PROVIDED DATA:
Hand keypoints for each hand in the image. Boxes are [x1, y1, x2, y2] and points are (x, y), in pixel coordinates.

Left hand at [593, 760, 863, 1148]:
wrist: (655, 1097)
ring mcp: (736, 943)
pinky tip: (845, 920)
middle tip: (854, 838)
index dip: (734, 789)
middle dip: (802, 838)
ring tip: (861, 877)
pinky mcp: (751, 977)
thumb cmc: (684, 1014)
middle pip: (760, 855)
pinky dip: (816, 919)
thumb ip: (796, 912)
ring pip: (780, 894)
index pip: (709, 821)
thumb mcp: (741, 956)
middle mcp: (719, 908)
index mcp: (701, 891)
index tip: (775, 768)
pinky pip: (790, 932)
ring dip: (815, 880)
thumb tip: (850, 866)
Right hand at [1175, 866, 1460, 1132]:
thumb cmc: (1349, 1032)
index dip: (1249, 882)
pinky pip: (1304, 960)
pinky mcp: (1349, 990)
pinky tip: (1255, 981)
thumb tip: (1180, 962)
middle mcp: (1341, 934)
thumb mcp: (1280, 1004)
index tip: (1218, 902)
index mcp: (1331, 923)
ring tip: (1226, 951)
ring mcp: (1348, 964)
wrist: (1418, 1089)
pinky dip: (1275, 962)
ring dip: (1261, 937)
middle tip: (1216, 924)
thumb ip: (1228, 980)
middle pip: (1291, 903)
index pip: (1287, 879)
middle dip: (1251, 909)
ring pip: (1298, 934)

--

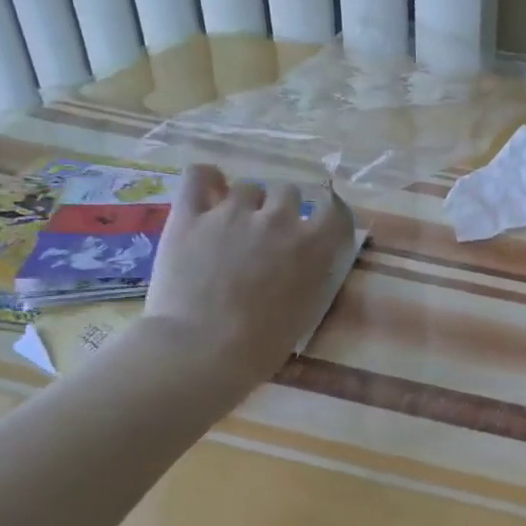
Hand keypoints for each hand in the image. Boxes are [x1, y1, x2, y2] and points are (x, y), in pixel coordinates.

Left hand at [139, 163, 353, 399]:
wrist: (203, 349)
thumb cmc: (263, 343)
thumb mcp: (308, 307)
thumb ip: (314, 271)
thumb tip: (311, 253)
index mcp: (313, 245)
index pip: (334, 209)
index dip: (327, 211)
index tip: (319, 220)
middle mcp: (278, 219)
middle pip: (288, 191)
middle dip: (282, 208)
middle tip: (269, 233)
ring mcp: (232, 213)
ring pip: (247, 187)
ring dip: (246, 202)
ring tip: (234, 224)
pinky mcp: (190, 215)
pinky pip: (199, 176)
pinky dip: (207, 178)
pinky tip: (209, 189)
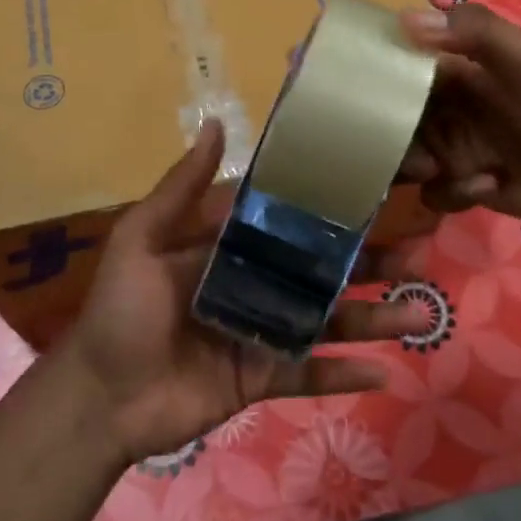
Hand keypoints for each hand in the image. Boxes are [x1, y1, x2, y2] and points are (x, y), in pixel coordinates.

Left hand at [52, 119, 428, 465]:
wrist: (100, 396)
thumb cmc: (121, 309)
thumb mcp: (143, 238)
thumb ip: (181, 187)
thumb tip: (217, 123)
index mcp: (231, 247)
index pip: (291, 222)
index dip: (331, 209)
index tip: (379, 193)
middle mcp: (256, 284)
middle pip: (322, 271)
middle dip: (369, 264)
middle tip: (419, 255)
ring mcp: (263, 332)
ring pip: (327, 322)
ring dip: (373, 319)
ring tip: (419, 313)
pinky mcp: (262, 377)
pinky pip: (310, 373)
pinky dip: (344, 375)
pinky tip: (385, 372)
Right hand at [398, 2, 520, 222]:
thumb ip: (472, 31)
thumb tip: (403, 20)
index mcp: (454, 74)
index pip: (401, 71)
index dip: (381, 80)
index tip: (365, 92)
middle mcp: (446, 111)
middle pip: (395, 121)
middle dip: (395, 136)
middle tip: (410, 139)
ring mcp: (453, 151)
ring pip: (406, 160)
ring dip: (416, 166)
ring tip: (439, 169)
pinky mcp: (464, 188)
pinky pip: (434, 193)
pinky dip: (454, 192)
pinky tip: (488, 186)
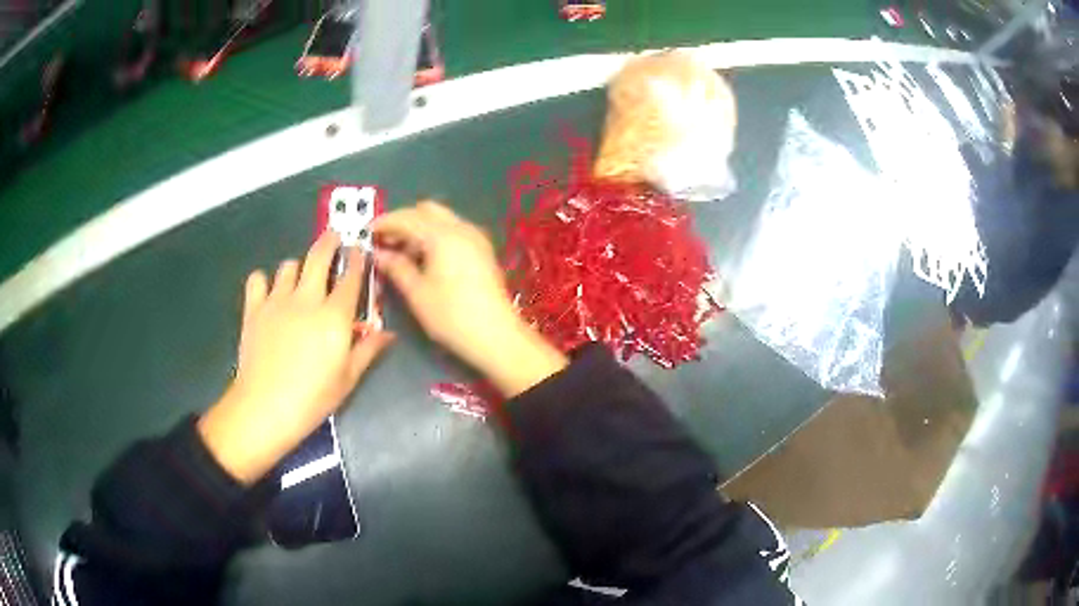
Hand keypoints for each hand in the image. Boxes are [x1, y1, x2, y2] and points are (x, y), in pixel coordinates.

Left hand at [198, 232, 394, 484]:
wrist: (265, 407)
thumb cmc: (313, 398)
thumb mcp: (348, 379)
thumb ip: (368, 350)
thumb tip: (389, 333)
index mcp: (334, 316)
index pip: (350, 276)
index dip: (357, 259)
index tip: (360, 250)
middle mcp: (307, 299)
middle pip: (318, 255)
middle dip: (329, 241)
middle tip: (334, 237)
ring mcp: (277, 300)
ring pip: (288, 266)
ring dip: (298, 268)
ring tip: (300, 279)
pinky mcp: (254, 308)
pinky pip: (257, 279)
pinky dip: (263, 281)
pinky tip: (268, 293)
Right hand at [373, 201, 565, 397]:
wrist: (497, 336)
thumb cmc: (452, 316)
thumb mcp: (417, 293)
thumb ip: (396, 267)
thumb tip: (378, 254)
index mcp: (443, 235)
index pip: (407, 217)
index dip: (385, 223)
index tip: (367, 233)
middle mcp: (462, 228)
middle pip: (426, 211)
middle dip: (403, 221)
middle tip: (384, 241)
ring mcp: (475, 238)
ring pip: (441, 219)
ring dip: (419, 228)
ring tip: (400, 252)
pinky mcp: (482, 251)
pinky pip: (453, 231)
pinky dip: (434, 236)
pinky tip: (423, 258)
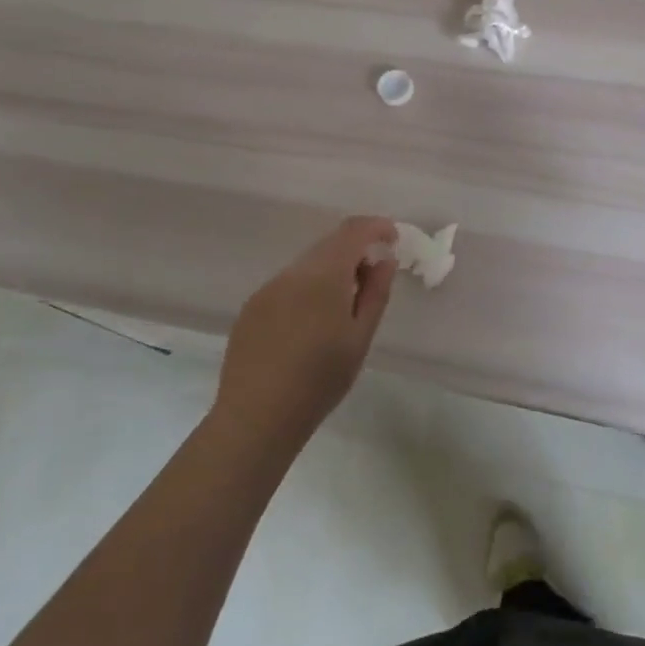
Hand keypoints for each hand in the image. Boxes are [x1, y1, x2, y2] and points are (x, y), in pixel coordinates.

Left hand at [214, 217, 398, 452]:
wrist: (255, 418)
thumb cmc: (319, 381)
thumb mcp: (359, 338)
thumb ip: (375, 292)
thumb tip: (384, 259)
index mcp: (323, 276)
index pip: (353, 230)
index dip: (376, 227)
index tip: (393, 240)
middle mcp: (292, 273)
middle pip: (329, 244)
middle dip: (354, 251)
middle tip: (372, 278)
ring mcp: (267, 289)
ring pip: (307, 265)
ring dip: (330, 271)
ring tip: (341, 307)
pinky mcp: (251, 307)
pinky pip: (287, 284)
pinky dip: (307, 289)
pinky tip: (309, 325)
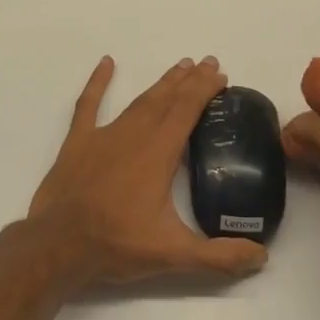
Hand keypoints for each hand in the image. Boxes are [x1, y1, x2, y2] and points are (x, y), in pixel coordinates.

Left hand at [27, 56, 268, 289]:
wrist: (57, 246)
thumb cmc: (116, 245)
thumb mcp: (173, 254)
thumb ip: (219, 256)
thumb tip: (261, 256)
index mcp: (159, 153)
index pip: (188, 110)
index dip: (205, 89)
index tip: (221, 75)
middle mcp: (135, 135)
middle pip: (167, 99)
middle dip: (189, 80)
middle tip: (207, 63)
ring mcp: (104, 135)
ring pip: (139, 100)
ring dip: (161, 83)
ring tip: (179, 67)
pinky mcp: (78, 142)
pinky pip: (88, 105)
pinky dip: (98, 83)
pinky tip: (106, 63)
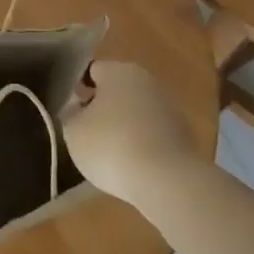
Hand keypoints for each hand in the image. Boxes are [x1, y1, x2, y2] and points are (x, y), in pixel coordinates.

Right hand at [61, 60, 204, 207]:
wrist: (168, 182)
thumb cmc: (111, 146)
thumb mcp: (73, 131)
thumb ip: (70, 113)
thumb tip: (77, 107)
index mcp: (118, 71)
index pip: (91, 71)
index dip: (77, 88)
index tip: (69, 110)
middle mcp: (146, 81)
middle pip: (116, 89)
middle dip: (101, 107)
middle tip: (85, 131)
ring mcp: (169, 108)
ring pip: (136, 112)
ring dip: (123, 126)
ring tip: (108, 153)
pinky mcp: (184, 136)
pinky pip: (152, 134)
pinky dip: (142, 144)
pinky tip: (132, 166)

EXERCISE INSTRUCTIONS: Among the entries above, take the line with "index mcp: (159, 153)", the line with "pinky tip: (132, 166)", and all the lines between them, and restate them word for word without pictures.

TASK RESPONSE:
index mcp: (159, 153)
index pip: (188, 110)
index dip: (205, 89)
index tip: (221, 75)
middle mcp: (135, 135)
middle pip: (167, 99)
middle dip: (189, 80)
middle tip: (207, 63)
ring mcp: (104, 135)
ring pip: (139, 100)
ring dip: (161, 83)
ring tip: (179, 67)
pinky mcp: (78, 142)
pinky pip: (88, 105)
pinky dip: (98, 83)
pinky tip: (106, 63)
Hand keypoints for each hand in the image. Boxes are [x1, y1, x2, y2] and points are (x, y), in pixel coordinates.

Right hand at [61, 60, 204, 207]:
wrist: (168, 182)
thumb cmc: (111, 146)
thumb mcp: (73, 131)
thumb ip: (70, 113)
thumb tip: (77, 107)
index mcp: (118, 71)
index pip: (91, 71)
index dip: (77, 88)
index tip: (69, 110)
middle mcp: (146, 81)
middle pip: (116, 89)
middle dip: (101, 107)
middle tip: (85, 131)
ring mcp: (169, 108)
ring pip: (136, 112)
ring dip: (123, 126)
ring tip: (108, 153)
pinky mcp: (184, 136)
pinky pip: (152, 134)
pinky dip: (142, 144)
pinky tip: (132, 166)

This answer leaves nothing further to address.